**Requirement**
Transcribe each record word for word. Skip the images.
:: Source data ::
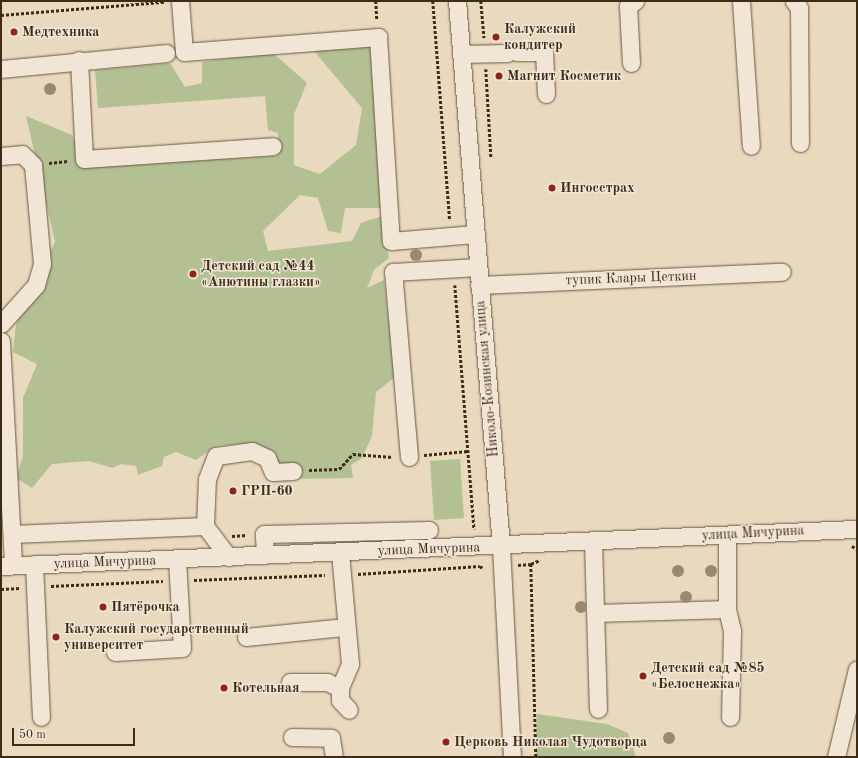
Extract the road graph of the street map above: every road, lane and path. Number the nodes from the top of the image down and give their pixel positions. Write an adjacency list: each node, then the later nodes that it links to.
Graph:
1 (180, 1): 7 (path); 22 (street)
2 (457, 1): 9 (street, Николо-Козинская улица)
3 (481, 1): 10 (path)
4 (636, 1): 12 (street)
5 (741, 1): 17 (street)
6 (794, 1): 15 (street)
7 (1, 15)
8 (166, 53): 11 (street)
9 (461, 54): 10 (street); 22 (street, Николо-Козинская улица)
10 (485, 54): 14 (street); 19 (path)
11 (79, 60): 13 (street); 20 (street)
12 (631, 63)
13 (1, 69)
14 (546, 94)
15 (800, 143)
16 (273, 146): 20 (street)
17 (751, 146)
18 (1, 156): 21 (street)
19 (491, 157)
20 (84, 159): 21 (path)
21 (32, 165): 26 (street)
22 (475, 234): 23 (street, Николо-Козинская улица)
23 (478, 267): 25 (street, Николо-Козинская улица); 29 (street)
24 (782, 272): 25 (street, тупик Клары Цеткин)
25 (479, 285): 37 (street, Николо-Козинская улица)
26 (1, 324)
27 (1, 341): 34 (street)
28 (468, 451): 29 (path)
29 (409, 457): 30 (path)
30 (293, 471): 31 (street)
31 (205, 526): 34 (street); 40 (street)
32 (857, 529): 35 (street, улица Мичурина)
33 (429, 530): 39 (street)
34 (12, 534): 44 (street)
35 (727, 535): 36 (street, улица Мичурина); 51 (street)
36 (593, 542): 37 (street, улица Мичурина); 52 (street)
37 (501, 546): 38 (street, улица Мичурина); 43 (street, Николо-Козинская улица)
38 (340, 552): 39 (street, улица Мичурина); 47 (street)
39 (264, 555): 40 (street, улица Мичурина)
40 (228, 556): 41 (street, улица Мичурина)
41 (177, 559): 42 (street, улица Мичурина); 48 (street)
42 (34, 564): 44 (street, улица Мичурина); 49 (street)
43 (502, 565): 45 (path); 65 (street, Николо-Козинская улица); 66 (path)
44 (7, 566)
45 (484, 566): 46 (path); 47 (path)
46 (484, 574)
47 (342, 575): 48 (path); 53 (street)
48 (178, 581): 49 (path); 55 (street)
49 (35, 586): 50 (path); 61 (street)
50 (1, 589)
51 (727, 609): 52 (street); 62 (street)
52 (596, 613): 59 (street)
53 (345, 627): 54 (street); 58 (street)
54 (246, 637)
55 (115, 652)
56 (857, 669): 67 (street)
57 (290, 682): 58 (street)
58 (340, 688): 60 (street)
59 (598, 709)
60 (349, 710)
61 (41, 717)
62 (730, 717)
63 (292, 737): 64 (street)
64 (334, 757)
65 (512, 757)
66 (536, 757)
67 (836, 757)

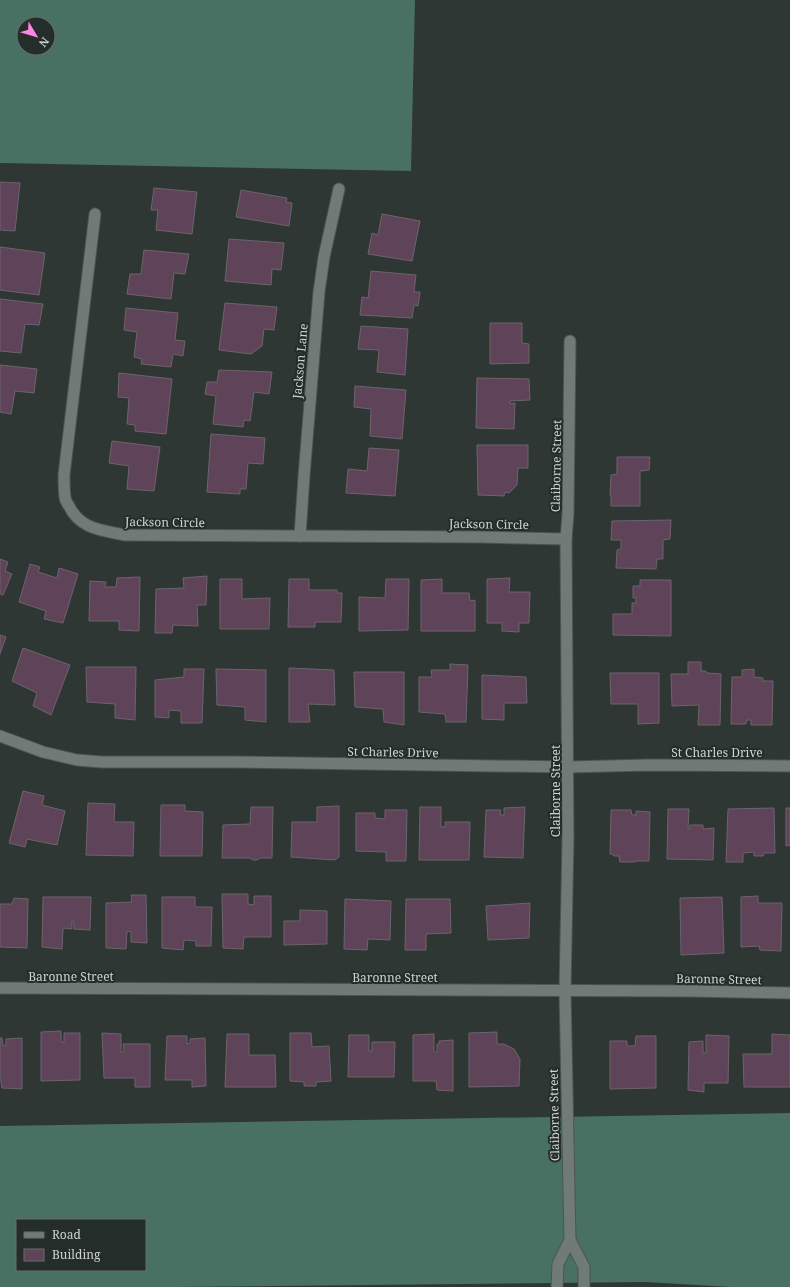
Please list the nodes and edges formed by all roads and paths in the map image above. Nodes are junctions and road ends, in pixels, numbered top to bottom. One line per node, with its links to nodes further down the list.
1 (339, 189): 4 (street, Jackson Lane)
2 (95, 214): 4 (street, Jackson Circle)
3 (570, 342): 5 (street, Claiborne Street)
4 (300, 536): 5 (street, Jackson Circle)
5 (566, 539): 8 (street, Claiborne Street)
6 (0, 736): 8 (street, St Charles Drive)
7 (790, 766): 8 (street, St Charles Drive)
8 (568, 767): 10 (street, Claiborne Street)
9 (0, 988): 10 (street, Baronne Street)
10 (565, 991): 11 (street, Baronne Street); 12 (street, Claiborne Street)
11 (790, 993)
12 (570, 1240): 13 (street, Claiborne Street); 14 (street, Claiborne Street)
13 (557, 1287)
14 (584, 1287)

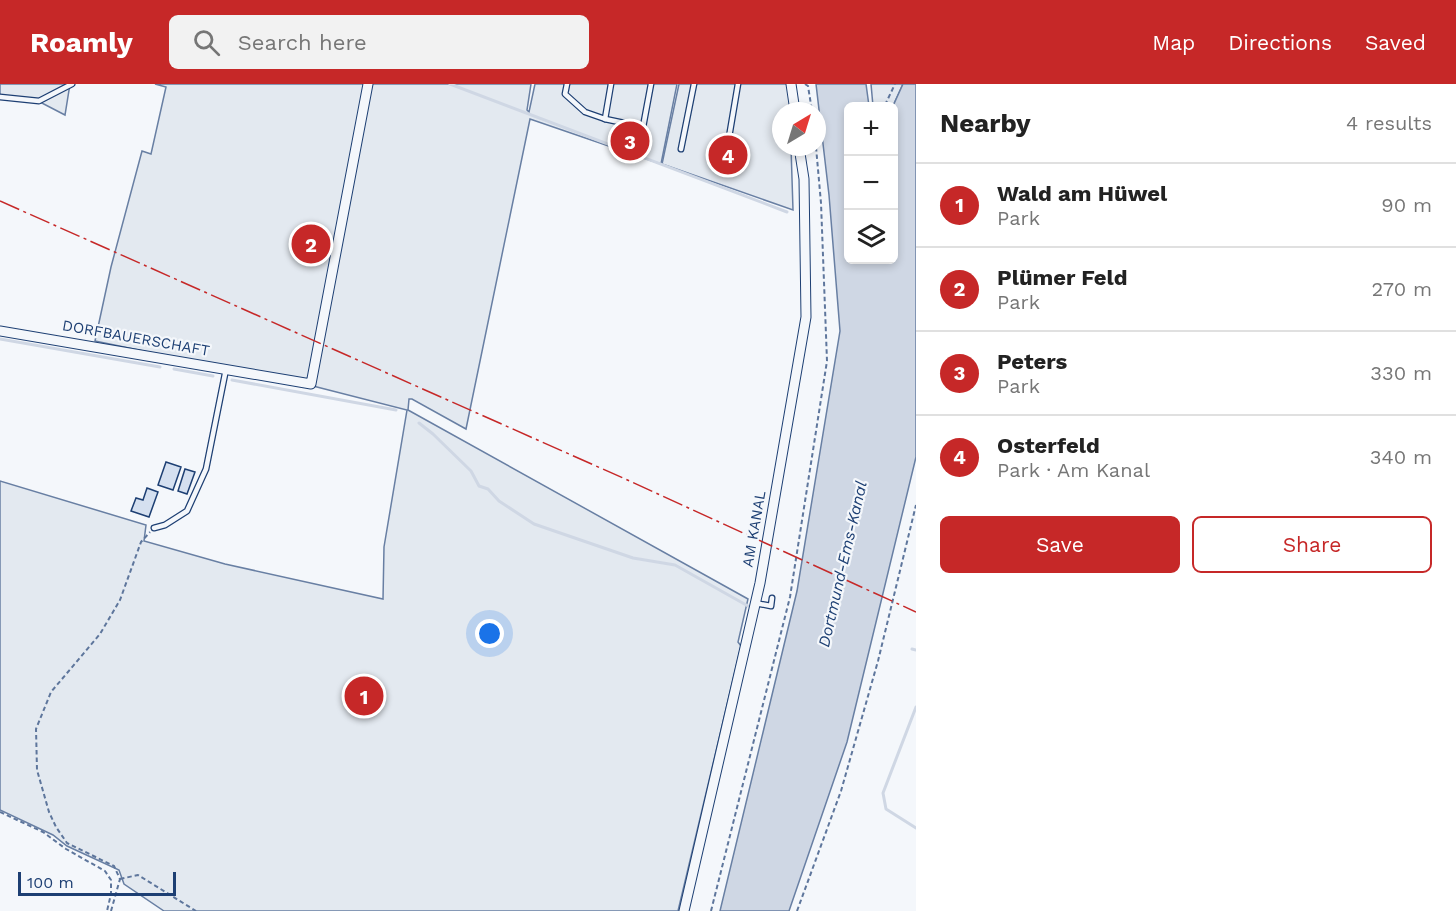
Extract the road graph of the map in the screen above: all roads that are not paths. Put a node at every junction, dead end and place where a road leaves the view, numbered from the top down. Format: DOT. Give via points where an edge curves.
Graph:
graph roads {
  1 [pos="72,84"];
  2 [pos="368,84"];
  3 [pos="567,84"];
  4 [pos="612,84"];
  5 [pos="651,84"];
  6 [pos="694,84"];
  7 [pos="738,84"];
  8 [pos="791,84"];
  9 [pos="0,97"];
  10 [pos="794,102"];
  11 [pos="605,119"];
  12 [pos="681,149"];
  13 [pos="726,155"];
  14 [pos="801,156"];
  15 [pos="0,330"];
  16 [pos="226,369"];
  17 [pos="154,528"];
  18 [pos="772,598"];
  19 [pos="755,603"];
  20 [pos="684,911"];
  1 -- 9 [label="lane" via="39,101"];
  2 -- 16 [label="street" via="311,384"];
  3 -- 11 [label="lane" via="565,94 585,112"];
  4 -- 11 [label="lane"];
  5 -- 11 [label="lane" via="643,127"];
  6 -- 12 [label="lane"];
  7 -- 13 [label="lane"];
  8 -- 10 [label="street"];
  14 -- 19 [label="street, AM KANAL" via="806,317"];
  15 -- 16 [label="street, DORFBAUERSCHAFT"];
  16 -- 17 [label="lane, DORFBAUERSCHAFT" via="206,469 187,511"];
  18 -- 19 [label="lane" via="771,606"];
  19 -- 20 [label="street, AM KANAL"];
}
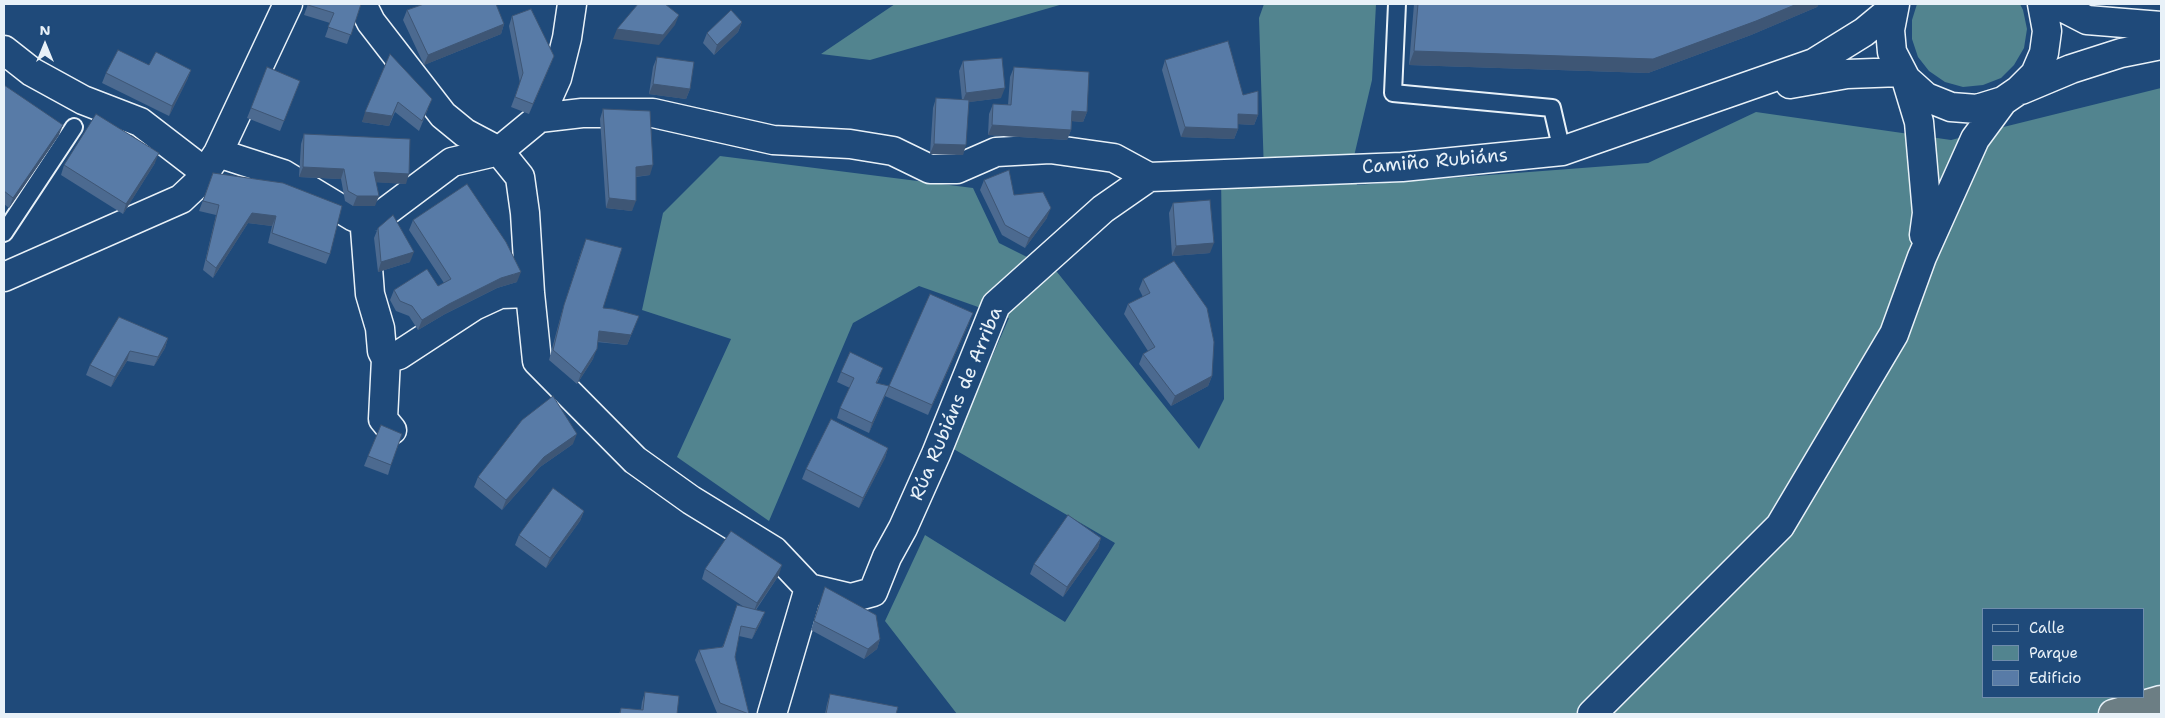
:::
**Output of the task**
Extract the road graph of the street map above: every road, lane and path. Number the nodes from the top of the image down and give their pixel positions. Write an adjacency list: each node, then the later nodes that it links to.
Graph:
1 (180, 1): 7 (path); 22 (street)
2 (457, 1): 9 (street, Николо-Козинская улица)
3 (481, 1): 10 (path)
4 (636, 1): 12 (street)
5 (741, 1): 17 (street)
6 (794, 1): 15 (street)
7 (1, 15)
8 (166, 53): 11 (street)
9 (461, 54): 10 (street); 22 (street, Николо-Козинская улица)
10 (485, 54): 14 (street); 19 (path)
11 (79, 60): 13 (street); 20 (street)
12 (631, 63)
13 (1, 69)
14 (546, 94)
15 (800, 143)
16 (273, 146): 20 (street)
17 (751, 146)
18 (1, 156): 21 (street)
19 (491, 157)
20 (84, 159): 21 (path)
21 (32, 165): 26 (street)
22 (475, 234): 23 (street, Николо-Козинская улица)
23 (478, 267): 25 (street, Николо-Козинская улица); 29 (street)
24 (782, 272): 25 (street, тупик Клары Цеткин)
25 (479, 285): 37 (street, Николо-Козинская улица)
26 (1, 324)
27 (1, 341): 34 (street)
28 (468, 451): 29 (path)
29 (409, 457): 30 (path)
30 (293, 471): 31 (street)
31 (205, 526): 34 (street); 40 (street)
32 (857, 529): 35 (street, улица Мичурина)
33 (429, 530): 39 (street)
34 (12, 534): 44 (street)
35 (727, 535): 36 (street, улица Мичурина); 51 (street)
36 (593, 542): 37 (street, улица Мичурина); 52 (street)
37 (501, 546): 38 (street, улица Мичурина); 43 (street, Николо-Козинская улица)
38 (340, 552): 39 (street, улица Мичурина); 47 (street)
39 (264, 555): 40 (street, улица Мичурина)
40 (228, 556): 41 (street, улица Мичурина)
41 (177, 559): 42 (street, улица Мичурина); 48 (street)
42 (34, 564): 44 (street, улица Мичурина); 49 (street)
43 (502, 565): 45 (path); 65 (street, Николо-Козинская улица); 66 (path)
44 (7, 566)
45 (484, 566): 46 (path); 47 (path)
46 (484, 574)
47 (342, 575): 48 (path); 53 (street)
48 (178, 581): 49 (path); 55 (street)
49 (35, 586): 50 (path); 61 (street)
50 (1, 589)
51 (727, 609): 52 (street); 62 (street)
52 (596, 613): 59 (street)
53 (345, 627): 54 (street); 58 (street)
54 (246, 637)
55 (115, 652)
56 (857, 669): 67 (street)
57 (290, 682): 58 (street)
58 (340, 688): 60 (street)
59 (598, 709)
60 (349, 710)
61 (41, 717)
62 (730, 717)
63 (292, 737): 64 (street)
64 (334, 757)
65 (512, 757)
66 (536, 757)
67 (836, 757)

Please list the nodes and edges formed by all roads and paths in the map image above. Nodes are junctions and road ends, in pixels, numbered top to bottom. One line per node, with its links to nodes further down the list.
1 (339, 189): 4 (street, Jackson Lane)
2 (95, 214): 4 (street, Jackson Circle)
3 (570, 342): 5 (street, Claiborne Street)
4 (300, 536): 5 (street, Jackson Circle)
5 (566, 539): 8 (street, Claiborne Street)
6 (0, 736): 8 (street, St Charles Drive)
7 (790, 766): 8 (street, St Charles Drive)
8 (568, 767): 10 (street, Claiborne Street)
9 (0, 988): 10 (street, Baronne Street)
10 (565, 991): 11 (street, Baronne Street); 12 (street, Claiborne Street)
11 (790, 993)
12 (570, 1240): 13 (street, Claiborne Street); 14 (street, Claiborne Street)
13 (557, 1287)
14 (584, 1287)

Extract the road graph of the map in the screen above: all roads that are not paths. Put a node at every junction, dead end and place where a road leaves the view, numbered from the top down. Format: DOT. Give via points where an edge curves.
Graph:
graph roads {
  1 [pos="72,84"];
  2 [pos="368,84"];
  3 [pos="567,84"];
  4 [pos="612,84"];
  5 [pos="651,84"];
  6 [pos="694,84"];
  7 [pos="738,84"];
  8 [pos="791,84"];
  9 [pos="0,97"];
  10 [pos="794,102"];
  11 [pos="605,119"];
  12 [pos="681,149"];
  13 [pos="726,155"];
  14 [pos="801,156"];
  15 [pos="0,330"];
  16 [pos="226,369"];
  17 [pos="154,528"];
  18 [pos="772,598"];
  19 [pos="755,603"];
  20 [pos="684,911"];
  1 -- 9 [label="lane" via="39,101"];
  2 -- 16 [label="street" via="311,384"];
  3 -- 11 [label="lane" via="565,94 585,112"];
  4 -- 11 [label="lane"];
  5 -- 11 [label="lane" via="643,127"];
  6 -- 12 [label="lane"];
  7 -- 13 [label="lane"];
  8 -- 10 [label="street"];
  14 -- 19 [label="street, AM KANAL" via="806,317"];
  15 -- 16 [label="street, DORFBAUERSCHAFT"];
  16 -- 17 [label="lane, DORFBAUERSCHAFT" via="206,469 187,511"];
  18 -- 19 [label="lane" via="771,606"];
  19 -- 20 [label="street, AM KANAL"];
}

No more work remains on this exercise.